The eMarketer analysis stands as a significant third-party verification against some of the provisional numbers floating around in the media. A July Bloomberg article, for example, cited two anonymous sources indicating Facebook would book $1.4 billion this year. A March report from the Wall Street Journal pegged the company's 2010 revenue at a wide range of $1.2 billion to $2 billion, also citing anonymous sources. In both articles, it was unclear whether the information came from inside or outside the company itself.
Like Google, Facebook's self-serve advertisers are largely local, coming from marketing dollars once spent on yellow pages listings. If those advertisers perform anything like Google's, they won't be as cyclical as national brand advertising, giving Facebook a buffer against future ad slumps.

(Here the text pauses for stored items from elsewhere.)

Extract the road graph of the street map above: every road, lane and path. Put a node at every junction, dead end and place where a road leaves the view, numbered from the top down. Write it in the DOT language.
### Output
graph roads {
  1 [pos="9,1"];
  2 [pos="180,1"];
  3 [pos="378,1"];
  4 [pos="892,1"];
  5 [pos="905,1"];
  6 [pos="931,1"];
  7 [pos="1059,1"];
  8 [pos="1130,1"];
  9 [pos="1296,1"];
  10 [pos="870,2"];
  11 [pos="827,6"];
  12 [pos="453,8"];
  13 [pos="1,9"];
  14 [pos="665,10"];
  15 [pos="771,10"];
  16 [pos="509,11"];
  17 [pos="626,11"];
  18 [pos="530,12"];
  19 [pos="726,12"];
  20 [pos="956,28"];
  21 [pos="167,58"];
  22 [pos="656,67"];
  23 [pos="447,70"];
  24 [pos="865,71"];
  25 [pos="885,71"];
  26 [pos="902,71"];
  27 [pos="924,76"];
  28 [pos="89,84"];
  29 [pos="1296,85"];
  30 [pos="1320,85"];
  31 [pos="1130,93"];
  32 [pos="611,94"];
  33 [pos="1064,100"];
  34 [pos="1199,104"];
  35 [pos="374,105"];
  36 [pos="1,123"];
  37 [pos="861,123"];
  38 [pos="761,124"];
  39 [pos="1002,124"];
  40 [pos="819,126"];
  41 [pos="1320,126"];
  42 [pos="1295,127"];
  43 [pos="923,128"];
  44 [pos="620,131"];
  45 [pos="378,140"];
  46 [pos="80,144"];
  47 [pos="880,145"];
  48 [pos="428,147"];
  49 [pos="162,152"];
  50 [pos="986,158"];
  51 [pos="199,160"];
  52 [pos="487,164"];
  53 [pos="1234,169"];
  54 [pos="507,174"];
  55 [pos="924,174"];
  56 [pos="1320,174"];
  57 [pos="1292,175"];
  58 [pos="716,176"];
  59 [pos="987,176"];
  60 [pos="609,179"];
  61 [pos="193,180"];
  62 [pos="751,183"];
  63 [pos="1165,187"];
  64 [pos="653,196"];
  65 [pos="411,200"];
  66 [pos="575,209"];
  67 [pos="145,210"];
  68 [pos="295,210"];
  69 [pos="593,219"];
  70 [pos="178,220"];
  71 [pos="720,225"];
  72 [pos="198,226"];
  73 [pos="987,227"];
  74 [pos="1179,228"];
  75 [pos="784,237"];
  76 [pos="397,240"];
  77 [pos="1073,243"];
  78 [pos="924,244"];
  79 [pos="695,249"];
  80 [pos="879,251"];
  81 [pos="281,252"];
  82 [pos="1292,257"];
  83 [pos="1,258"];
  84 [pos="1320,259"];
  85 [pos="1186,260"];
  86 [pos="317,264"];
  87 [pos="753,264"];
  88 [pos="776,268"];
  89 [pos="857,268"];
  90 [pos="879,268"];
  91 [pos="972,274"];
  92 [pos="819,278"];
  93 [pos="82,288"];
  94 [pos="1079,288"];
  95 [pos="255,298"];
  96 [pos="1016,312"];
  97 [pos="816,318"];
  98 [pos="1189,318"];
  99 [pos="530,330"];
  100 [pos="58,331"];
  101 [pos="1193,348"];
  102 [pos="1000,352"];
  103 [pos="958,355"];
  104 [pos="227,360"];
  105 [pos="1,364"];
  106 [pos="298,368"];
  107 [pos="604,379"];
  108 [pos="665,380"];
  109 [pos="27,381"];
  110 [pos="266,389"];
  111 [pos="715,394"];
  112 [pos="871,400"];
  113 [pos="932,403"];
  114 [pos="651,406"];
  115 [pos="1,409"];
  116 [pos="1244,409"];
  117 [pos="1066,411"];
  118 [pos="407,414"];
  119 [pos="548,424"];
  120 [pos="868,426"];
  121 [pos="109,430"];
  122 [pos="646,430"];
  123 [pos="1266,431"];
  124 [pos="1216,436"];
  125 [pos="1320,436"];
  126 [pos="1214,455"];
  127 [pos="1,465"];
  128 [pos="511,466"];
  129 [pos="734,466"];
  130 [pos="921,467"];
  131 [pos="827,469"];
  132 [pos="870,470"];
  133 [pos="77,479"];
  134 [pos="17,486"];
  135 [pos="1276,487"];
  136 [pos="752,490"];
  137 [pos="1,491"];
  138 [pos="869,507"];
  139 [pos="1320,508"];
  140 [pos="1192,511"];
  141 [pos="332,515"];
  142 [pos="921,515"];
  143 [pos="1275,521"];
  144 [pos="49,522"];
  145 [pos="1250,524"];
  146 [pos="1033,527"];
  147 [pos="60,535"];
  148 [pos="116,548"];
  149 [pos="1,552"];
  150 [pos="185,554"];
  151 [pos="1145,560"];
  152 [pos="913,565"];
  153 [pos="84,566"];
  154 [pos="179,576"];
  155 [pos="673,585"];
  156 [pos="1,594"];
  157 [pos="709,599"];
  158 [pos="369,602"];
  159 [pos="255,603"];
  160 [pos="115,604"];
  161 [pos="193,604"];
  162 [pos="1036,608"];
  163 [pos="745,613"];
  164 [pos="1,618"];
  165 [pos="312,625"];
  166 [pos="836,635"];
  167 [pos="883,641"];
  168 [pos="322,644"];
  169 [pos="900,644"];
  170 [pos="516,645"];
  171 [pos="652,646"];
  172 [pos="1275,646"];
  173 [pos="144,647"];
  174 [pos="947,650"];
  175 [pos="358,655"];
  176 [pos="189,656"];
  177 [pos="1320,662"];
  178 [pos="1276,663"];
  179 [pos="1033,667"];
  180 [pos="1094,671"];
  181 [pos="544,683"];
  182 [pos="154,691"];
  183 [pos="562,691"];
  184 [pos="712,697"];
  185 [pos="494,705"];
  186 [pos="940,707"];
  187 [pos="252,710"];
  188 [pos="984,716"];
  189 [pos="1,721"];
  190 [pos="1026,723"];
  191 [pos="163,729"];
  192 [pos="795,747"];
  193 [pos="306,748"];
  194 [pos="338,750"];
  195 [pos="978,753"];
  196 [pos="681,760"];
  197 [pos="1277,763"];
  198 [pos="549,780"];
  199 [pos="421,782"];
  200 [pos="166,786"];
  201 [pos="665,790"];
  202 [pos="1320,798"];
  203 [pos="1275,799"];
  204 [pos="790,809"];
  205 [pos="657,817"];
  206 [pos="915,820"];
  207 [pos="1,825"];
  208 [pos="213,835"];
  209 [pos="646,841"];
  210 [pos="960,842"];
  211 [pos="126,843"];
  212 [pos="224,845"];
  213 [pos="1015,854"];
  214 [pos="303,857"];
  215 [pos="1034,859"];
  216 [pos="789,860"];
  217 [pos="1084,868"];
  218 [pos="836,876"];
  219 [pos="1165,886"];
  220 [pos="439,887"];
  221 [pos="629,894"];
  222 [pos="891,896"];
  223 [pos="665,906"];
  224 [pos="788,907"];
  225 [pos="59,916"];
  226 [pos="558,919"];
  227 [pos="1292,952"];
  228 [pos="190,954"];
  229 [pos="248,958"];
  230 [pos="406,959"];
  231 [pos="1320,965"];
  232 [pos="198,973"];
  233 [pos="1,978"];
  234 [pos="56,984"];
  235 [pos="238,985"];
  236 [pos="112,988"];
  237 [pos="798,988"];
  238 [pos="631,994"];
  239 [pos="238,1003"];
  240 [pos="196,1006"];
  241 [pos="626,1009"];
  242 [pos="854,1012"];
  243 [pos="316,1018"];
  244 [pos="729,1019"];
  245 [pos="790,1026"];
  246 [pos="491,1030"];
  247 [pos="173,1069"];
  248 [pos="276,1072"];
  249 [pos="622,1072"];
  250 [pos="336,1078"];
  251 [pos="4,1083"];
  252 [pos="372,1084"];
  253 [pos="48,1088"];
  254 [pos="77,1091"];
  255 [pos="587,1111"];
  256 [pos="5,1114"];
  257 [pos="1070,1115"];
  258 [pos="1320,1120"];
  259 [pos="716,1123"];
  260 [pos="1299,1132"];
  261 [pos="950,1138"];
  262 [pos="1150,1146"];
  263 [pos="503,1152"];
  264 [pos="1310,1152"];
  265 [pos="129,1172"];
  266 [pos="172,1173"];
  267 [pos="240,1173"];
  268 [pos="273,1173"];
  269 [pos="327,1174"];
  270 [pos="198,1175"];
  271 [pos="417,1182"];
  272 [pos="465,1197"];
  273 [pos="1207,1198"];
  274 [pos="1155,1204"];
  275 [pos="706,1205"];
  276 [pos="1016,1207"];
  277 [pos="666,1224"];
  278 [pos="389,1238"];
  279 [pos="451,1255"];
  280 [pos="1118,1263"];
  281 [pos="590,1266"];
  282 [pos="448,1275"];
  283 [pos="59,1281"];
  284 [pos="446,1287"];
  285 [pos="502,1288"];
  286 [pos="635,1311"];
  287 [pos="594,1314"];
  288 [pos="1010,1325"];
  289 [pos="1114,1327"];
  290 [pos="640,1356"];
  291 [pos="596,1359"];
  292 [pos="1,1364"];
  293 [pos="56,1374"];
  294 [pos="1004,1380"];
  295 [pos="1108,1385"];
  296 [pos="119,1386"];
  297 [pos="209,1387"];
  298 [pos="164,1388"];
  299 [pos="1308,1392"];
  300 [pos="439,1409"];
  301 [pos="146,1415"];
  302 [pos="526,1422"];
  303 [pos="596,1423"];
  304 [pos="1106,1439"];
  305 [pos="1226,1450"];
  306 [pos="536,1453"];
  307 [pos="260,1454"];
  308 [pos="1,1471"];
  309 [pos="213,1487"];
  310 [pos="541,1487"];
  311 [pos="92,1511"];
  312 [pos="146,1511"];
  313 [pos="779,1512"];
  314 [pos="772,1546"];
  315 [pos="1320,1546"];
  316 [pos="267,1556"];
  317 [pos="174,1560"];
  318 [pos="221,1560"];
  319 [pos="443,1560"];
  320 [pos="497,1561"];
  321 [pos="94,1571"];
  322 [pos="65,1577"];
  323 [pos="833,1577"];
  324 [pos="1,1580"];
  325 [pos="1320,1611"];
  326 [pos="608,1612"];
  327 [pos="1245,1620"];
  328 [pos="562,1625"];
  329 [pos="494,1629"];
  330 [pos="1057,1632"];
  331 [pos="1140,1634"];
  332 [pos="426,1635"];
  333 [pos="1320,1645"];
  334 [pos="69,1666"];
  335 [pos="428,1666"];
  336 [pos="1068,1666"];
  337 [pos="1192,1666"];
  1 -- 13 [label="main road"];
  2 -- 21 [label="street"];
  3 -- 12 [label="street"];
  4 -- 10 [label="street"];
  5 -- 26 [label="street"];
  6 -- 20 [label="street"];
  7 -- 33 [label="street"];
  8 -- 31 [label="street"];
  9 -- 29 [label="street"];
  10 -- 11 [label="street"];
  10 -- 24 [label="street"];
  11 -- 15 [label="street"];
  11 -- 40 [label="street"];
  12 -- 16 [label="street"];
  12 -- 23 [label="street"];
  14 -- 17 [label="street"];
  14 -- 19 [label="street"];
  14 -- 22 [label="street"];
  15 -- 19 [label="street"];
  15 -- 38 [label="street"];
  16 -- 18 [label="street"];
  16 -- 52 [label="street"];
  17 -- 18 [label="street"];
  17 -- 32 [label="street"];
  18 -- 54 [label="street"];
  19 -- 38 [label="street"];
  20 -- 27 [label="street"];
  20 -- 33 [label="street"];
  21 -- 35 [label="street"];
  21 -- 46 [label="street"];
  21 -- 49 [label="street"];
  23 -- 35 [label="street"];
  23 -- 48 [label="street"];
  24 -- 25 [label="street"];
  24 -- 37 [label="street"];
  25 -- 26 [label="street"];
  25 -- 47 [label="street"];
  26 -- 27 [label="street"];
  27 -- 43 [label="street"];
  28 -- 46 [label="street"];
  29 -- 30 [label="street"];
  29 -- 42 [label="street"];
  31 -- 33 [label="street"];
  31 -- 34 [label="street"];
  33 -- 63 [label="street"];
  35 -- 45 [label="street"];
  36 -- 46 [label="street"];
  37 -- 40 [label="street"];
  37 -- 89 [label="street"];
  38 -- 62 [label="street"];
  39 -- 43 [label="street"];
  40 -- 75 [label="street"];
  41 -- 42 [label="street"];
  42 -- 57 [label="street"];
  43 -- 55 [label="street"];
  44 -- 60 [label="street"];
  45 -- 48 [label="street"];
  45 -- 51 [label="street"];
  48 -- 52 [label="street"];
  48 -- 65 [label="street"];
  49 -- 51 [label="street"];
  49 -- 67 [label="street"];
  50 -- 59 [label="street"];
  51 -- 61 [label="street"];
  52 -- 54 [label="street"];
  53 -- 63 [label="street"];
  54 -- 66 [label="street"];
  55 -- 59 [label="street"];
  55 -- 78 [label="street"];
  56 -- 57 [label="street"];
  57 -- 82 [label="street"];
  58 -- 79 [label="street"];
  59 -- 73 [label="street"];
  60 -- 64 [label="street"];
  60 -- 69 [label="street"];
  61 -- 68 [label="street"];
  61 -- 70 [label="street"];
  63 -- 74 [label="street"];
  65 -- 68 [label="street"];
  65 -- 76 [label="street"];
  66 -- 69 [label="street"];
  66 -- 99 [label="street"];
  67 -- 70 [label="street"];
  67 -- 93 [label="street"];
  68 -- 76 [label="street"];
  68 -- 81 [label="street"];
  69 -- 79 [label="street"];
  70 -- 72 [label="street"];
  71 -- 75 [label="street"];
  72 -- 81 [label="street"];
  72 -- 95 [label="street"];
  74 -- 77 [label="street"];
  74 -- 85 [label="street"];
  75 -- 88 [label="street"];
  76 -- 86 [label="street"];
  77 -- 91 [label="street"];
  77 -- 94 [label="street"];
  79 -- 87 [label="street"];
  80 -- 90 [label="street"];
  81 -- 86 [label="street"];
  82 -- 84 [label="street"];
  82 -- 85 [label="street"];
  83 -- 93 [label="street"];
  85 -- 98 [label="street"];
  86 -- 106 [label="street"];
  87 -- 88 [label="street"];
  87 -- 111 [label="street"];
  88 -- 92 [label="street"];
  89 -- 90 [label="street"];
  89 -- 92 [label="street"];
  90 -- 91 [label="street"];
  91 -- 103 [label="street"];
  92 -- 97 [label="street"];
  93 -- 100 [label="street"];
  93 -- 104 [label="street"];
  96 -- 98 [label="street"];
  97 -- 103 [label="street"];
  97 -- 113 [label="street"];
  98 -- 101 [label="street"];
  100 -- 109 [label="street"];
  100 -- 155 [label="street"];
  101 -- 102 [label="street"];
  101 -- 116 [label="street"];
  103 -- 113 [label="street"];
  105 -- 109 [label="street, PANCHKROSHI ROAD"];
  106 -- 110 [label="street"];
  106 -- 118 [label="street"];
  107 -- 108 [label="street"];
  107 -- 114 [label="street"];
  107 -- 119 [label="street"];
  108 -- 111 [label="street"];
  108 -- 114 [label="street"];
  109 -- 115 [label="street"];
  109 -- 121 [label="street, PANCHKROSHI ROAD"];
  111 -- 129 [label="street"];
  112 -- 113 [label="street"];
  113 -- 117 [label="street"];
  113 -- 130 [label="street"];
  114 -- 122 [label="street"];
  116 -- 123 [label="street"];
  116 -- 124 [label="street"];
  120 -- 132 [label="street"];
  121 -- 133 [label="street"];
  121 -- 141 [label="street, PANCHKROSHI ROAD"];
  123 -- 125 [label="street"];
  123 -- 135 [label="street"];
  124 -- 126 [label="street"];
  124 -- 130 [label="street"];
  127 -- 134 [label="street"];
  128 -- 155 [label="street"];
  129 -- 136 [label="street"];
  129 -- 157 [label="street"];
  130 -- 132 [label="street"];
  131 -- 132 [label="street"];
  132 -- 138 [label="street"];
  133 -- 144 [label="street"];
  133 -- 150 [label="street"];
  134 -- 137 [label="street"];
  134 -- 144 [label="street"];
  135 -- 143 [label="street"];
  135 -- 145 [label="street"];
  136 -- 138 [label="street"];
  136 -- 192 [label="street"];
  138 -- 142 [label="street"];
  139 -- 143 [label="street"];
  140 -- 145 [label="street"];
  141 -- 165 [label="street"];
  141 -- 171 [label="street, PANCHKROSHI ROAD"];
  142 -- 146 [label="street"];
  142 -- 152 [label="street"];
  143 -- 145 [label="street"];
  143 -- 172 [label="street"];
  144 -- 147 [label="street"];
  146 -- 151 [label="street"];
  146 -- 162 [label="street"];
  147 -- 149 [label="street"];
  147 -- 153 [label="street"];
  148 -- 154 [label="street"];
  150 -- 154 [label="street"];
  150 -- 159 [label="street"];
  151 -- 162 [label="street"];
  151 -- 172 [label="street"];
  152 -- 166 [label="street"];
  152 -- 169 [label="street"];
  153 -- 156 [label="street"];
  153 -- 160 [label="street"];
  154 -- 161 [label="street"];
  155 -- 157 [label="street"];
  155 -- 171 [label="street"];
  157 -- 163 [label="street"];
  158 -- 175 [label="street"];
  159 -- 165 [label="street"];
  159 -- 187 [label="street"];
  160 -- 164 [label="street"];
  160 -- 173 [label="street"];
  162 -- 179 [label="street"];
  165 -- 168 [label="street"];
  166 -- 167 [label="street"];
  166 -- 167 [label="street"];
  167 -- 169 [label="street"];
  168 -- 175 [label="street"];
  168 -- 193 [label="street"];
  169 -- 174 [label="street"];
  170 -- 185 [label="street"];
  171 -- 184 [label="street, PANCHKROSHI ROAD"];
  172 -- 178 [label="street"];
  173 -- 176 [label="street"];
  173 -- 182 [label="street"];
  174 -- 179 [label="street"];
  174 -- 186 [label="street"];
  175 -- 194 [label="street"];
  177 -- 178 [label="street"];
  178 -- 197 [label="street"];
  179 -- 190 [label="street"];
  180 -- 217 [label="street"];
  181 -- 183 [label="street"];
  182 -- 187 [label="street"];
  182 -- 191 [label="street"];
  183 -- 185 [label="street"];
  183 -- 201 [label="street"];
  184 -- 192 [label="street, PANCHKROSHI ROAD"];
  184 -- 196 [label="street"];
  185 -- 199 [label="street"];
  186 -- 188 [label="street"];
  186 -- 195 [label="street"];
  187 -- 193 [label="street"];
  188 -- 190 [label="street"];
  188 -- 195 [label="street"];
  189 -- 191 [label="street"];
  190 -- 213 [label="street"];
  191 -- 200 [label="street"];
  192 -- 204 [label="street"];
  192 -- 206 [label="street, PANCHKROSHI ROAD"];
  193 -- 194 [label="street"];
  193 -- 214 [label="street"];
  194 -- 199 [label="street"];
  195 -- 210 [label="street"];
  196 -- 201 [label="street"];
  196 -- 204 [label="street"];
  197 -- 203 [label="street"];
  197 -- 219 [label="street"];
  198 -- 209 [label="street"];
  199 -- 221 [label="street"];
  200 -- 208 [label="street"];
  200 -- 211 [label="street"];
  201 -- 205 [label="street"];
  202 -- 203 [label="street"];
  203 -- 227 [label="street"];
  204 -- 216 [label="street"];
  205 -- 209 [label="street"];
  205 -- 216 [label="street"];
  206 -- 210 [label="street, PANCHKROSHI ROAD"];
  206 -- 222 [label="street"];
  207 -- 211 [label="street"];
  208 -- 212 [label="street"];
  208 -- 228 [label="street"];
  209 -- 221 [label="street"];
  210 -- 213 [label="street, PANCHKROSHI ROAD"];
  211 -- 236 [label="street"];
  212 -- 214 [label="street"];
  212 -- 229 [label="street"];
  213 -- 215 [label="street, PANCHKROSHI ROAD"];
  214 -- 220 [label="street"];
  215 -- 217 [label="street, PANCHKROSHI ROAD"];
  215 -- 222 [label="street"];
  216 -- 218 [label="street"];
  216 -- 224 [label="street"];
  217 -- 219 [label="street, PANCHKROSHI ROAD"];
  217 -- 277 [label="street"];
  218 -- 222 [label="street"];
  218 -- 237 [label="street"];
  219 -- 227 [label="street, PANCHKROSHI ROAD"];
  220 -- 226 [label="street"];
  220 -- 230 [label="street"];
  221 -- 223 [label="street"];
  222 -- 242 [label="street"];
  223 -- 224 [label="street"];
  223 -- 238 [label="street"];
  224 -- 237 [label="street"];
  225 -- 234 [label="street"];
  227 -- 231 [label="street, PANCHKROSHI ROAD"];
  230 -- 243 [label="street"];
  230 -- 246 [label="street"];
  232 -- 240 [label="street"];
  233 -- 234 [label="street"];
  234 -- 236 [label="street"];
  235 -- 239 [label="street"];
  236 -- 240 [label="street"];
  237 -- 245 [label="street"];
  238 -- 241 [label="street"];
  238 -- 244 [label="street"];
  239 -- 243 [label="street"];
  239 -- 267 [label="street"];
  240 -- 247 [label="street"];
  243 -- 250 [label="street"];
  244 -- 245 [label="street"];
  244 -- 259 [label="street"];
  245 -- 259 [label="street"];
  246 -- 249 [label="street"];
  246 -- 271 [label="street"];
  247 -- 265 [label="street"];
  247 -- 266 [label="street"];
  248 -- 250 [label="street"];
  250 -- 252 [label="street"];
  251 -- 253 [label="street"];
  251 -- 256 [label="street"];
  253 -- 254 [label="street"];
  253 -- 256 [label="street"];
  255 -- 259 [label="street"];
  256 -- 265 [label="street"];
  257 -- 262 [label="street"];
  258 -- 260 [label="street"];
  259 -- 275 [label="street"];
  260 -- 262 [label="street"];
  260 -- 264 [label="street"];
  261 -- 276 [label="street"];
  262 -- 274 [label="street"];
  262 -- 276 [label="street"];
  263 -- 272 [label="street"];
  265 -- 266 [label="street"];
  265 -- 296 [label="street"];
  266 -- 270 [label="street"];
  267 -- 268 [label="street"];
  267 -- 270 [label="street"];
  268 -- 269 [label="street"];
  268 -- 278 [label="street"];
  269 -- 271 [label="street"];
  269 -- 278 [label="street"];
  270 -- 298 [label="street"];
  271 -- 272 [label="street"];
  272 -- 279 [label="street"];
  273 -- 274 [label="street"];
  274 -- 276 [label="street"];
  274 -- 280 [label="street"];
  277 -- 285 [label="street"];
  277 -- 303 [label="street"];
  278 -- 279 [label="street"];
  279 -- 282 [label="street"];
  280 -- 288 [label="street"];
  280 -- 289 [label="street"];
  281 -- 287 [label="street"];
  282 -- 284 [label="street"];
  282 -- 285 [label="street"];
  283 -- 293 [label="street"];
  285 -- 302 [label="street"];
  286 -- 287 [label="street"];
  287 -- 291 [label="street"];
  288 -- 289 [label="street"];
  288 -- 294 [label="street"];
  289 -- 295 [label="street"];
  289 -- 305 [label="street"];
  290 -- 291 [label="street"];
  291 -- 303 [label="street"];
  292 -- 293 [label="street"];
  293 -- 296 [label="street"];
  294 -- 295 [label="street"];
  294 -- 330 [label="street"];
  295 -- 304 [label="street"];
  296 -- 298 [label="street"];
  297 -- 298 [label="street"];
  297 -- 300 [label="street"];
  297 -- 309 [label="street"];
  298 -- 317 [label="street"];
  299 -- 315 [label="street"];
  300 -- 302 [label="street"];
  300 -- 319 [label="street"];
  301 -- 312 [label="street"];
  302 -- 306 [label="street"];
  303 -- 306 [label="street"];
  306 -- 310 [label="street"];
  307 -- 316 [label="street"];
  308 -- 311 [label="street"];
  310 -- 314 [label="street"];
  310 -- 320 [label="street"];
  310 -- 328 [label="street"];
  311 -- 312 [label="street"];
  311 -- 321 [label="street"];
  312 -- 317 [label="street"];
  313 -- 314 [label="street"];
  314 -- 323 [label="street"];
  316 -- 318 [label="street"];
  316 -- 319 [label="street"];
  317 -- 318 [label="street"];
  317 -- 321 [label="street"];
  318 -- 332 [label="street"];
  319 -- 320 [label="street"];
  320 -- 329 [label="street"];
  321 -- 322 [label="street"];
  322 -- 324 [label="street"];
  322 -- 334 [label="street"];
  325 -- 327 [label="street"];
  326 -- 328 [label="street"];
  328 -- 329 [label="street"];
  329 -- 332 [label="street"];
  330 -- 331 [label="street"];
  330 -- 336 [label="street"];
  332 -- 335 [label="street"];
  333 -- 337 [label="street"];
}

Two things strike me here: First, is there really $500 million local ad dollars going to Facebook? If those estimates are true, it's a little staggering. Let's do a little math here. Divide $500m by 200 TV DMA's across the country. That's over $2m in local ad dollars flowing to a new competitor. Obviously Facebook's local ad dollars are not evenly divided across all DMA's, but whatever the size of market you compete in, consider what just happened in the last year.
The second thing that strikes me about the Ad Age story is that Facebook's local ad dollars are SELF-SERVED. I don't underestimate local advertiser's ability to wrap their arms around new technology. I just find most don't have the time. This number suggests they're making the time.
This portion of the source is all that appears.